We already know that the food industry is a major contributor to climate change. It accounts for over a quarter* of global greenhouse gas emissions (26%), half of the world’s habitable land* is used for agriculture, 78% of global ocean and freshwater pollution* is caused by agriculture, yada yada yada. TBH we’re sick and tired of hearing these stats on repeat. At this point, they’re boring.
Instead of droning on about the doom-and-gloom, let’s focus on action. From eating local and seasonal produce to switching to plant-based alternatives, there’s a myriad of ways in which we can make an impact with how we eat. What we choose, where it comes from, how it was grown, and how it landed on our plate all play an important role. If you eat food, you’re part of the system, and your actions have an impact.
Now, it might seem daunting at times to eat “sustainably”. You might think it means eating tasteless steamed veggies or something along those lines. And we don’t know about you, but we’re major foodies here at GITNB. Yes, we want to make better food choices, but we also want our food to taste delicious!
So on that note, we have an exciting development to tell you about. Restaurants, diners, and home-cooks in Singapore: Listen up. Sustainability just got yummier with the #OnePlanetPlate revolution!
What is One Planet Plate?
It’s the new food movement making waves and it’s the talk of the town.

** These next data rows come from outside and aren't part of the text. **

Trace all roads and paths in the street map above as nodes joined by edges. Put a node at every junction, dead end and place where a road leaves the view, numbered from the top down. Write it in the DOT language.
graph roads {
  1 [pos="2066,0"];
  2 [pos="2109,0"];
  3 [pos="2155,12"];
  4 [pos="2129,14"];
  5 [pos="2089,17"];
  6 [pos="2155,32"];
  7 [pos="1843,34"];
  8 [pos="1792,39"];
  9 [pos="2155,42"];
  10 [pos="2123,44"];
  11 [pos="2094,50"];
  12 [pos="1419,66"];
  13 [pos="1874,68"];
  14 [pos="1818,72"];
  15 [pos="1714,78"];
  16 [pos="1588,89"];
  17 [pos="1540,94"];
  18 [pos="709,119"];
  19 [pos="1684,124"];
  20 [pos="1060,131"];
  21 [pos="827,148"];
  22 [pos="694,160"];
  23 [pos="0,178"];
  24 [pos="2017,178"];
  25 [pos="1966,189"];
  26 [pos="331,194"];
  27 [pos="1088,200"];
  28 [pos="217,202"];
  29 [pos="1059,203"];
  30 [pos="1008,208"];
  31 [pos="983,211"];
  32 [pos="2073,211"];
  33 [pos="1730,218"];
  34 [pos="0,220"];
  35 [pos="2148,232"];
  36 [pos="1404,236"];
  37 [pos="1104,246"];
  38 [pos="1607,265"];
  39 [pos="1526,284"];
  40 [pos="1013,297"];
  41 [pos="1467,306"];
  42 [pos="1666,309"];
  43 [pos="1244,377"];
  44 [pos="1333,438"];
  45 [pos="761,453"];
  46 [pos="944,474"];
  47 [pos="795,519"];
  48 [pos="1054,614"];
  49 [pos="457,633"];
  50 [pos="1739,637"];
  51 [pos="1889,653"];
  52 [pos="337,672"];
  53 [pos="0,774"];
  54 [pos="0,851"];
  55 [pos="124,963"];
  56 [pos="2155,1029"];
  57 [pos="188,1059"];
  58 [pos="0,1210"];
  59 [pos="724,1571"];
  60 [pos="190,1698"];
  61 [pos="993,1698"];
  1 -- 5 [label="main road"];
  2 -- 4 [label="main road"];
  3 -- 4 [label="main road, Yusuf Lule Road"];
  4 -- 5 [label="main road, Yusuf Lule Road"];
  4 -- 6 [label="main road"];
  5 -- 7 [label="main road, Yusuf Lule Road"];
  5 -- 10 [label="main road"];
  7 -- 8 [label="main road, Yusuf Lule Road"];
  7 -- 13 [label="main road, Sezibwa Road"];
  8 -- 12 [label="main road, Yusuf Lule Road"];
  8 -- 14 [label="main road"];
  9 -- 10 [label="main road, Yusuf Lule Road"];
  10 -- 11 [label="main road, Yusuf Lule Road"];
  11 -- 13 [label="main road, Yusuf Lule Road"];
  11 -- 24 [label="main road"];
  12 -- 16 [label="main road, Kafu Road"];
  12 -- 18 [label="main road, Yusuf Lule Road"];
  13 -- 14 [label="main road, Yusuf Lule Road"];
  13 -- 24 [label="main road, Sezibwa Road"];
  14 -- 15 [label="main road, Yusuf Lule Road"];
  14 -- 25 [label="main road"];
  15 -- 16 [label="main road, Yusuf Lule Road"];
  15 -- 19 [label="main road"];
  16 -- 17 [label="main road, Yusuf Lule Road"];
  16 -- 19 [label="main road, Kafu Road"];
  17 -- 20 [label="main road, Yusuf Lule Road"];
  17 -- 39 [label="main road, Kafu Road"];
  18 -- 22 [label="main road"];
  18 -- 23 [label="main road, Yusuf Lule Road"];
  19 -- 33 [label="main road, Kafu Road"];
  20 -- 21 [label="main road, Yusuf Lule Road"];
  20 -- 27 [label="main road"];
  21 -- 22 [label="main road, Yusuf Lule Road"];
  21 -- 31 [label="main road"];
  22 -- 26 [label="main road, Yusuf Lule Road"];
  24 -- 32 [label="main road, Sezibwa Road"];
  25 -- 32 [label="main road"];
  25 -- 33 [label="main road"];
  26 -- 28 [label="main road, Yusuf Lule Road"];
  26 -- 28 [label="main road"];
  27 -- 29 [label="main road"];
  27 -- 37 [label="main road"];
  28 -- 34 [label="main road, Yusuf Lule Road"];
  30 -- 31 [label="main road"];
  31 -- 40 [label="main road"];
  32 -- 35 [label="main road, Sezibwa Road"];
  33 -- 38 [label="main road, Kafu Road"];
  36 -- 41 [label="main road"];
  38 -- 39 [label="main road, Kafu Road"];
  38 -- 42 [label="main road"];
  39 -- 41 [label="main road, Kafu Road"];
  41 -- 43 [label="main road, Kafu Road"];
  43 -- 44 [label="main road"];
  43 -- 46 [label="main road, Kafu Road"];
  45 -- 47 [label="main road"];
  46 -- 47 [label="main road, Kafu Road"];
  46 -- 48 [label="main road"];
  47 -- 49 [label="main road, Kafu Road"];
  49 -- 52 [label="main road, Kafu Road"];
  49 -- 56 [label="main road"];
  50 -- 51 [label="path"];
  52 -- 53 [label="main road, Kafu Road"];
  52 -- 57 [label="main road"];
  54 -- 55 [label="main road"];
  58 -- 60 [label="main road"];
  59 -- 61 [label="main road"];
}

One Planet Plate is a global restaurant campaign by Food Made Good, presented by HSBC, to put sustainability on the menu. It aims to raise awareness about the inherent problems in our food system and make better alternatives popular. It’s a chance for chefs around the world to show how they’re contributing to a better food future, and to encourage home cooks and diners to make better food choices.
“We’re thrilled with the new campaign, and hungry to grow One Planet Plate both locally and globally,” says Heidi Yu Spurrell, CEO of Food Made Good HK. “After the excitement of our 2020 workshops, when we partnered with WWF HK, Hysan and AFN to work with Hong Kong chefs, we’re extending the initiative this year to Singapore. Food systems in cities the world over face the same challenges – and chefs and diners all have a growing appetite for more planet-friendly choices. Calling all chefs: turn your passion into action and share your tastiest, most sustainable dish with us today!”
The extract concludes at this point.